Fadesa Inmobiliaria, S.A.
- Type: Sociedad Anónima
- Traded as: BMAD: FAD
- Industry: Real estate
- Founded: A Coruña, Spain (24 July 1980)
- Founder: Manuel Jove
- Defunct: 17 December 2007
- Fate: Acquired by Martinsa
- Successor: Martinsa Fadesa
- Headquarters: A Coruña, Spain
- Area served: Spain, Portugal, Morocco, Hungary, Poland
- Key people: Manuel Jove, Chairman; Antonio de la Morena Pardo, CEO;

= Fadesa =

Spanish real estate company

Fadesa Inmobiliaria, S.A. was one of the biggest housebuilders of Spain.

In 2007, the company was the subject of a friendly takeover by rival Martinsa for 4 billion euros. resulting in the creation of Martinsa-Fadesa. Only a year later, in July 2008 and during the 2008 financial crisis, the company went into administration, with a debt above 5.2 billion.

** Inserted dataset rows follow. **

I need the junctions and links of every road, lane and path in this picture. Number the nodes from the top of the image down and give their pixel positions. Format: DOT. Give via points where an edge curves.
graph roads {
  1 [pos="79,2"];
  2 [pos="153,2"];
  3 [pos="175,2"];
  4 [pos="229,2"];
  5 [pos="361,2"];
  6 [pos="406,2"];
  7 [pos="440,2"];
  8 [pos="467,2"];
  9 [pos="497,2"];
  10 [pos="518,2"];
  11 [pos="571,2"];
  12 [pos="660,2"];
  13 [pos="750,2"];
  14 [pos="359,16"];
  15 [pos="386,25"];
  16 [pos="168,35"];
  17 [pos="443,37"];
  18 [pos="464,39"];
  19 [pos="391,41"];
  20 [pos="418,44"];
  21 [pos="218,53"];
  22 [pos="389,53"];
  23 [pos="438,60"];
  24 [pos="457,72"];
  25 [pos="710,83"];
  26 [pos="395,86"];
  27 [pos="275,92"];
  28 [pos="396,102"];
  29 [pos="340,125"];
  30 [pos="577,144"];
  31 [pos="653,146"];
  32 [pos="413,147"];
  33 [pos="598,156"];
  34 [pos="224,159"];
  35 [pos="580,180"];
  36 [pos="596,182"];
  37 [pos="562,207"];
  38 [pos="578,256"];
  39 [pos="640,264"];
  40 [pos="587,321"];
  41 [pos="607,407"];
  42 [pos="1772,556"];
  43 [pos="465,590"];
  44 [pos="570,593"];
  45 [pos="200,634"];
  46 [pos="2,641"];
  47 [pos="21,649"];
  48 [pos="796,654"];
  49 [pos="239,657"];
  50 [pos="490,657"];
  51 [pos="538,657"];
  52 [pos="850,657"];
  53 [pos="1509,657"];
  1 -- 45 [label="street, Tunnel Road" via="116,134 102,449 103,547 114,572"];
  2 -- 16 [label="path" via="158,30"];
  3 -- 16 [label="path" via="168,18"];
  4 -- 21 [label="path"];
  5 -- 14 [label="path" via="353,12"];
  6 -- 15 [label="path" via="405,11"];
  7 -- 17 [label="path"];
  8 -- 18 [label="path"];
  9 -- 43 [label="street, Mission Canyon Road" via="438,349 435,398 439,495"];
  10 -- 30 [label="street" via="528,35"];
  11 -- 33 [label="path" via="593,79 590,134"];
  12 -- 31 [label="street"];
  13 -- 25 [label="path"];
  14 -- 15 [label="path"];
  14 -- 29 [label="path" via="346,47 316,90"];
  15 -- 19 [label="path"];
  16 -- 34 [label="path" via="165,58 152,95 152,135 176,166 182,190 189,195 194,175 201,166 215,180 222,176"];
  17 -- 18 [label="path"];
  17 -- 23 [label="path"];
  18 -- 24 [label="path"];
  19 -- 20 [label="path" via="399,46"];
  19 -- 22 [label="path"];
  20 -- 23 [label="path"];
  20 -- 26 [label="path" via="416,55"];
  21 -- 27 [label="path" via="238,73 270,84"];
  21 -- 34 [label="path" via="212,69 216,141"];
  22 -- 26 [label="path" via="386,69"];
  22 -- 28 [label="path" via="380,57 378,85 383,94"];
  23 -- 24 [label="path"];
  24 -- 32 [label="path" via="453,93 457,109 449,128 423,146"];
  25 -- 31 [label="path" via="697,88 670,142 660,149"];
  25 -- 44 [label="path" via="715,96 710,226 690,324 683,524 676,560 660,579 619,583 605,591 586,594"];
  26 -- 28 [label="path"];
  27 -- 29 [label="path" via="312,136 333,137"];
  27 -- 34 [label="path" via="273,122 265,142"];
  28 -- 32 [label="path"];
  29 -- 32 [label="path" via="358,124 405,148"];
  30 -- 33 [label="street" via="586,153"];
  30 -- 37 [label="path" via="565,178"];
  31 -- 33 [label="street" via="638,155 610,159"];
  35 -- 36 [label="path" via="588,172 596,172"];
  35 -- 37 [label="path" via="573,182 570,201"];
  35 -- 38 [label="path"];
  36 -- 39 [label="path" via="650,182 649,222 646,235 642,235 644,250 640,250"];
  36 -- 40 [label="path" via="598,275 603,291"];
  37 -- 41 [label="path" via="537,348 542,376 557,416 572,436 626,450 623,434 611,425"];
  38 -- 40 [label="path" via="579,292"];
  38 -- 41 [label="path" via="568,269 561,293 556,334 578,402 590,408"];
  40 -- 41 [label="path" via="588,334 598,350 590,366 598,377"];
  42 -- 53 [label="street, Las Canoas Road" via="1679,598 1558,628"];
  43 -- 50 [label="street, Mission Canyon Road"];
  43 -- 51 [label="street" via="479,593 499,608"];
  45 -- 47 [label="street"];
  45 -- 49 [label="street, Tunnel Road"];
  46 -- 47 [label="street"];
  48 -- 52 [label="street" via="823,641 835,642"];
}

In 2015, a liquidation plan was approved, when the company's debt reached 7 billion and its equity was -6.5 billion.

==History==
Fadesa was established on 24 July 1980 by Manuel Jove as Edificaciones Coruñesas, S.A. On the 31 October 1997, Edificaciones Coruñesas bought Urbanizador Inmobiliaria Fadese, S.A.U., Indelar S.A.U., and Coditecsa, S.L.U. adopting the corporate name of one of these companies - Urbanizadora Inmobiliaria Fadese, S.A. (Fadesa).

On 23 April 1999 Urbanizadora Inmobiliaria Fadese changed their name to Fadesa Inmobiliaria, S.A. That year the company reported sales of 135 million euros and profits of 13.7 million, becoming the 5th largest developer of Spain, below bank-owned Urbis, Metrovacesa or Colonial, but above private competitors Prasa, Procisa and Barada.

On 30 April 2004 at the height of the Spanish property bubble, Fadesa floated 33% of its capital on the Madrid Stock Exchange with the company valued between 1.2 and 1.4 billion euros.

In 2006, year before Martinsa's takeover, Fadesa reported sales of 1.3 billion euros, an EBITDA of 360 million and a profit after tax of 230 million euros.

==Sponsorship==
From 2001 to 2008 Fadesa was the shirt sponsor of the Spanish football club Deportivo de La Coruña. They also sponsored Intervíu Fadesa (futsal), Ayamonte CF (football) and Ceuta-Fadesa (sailing).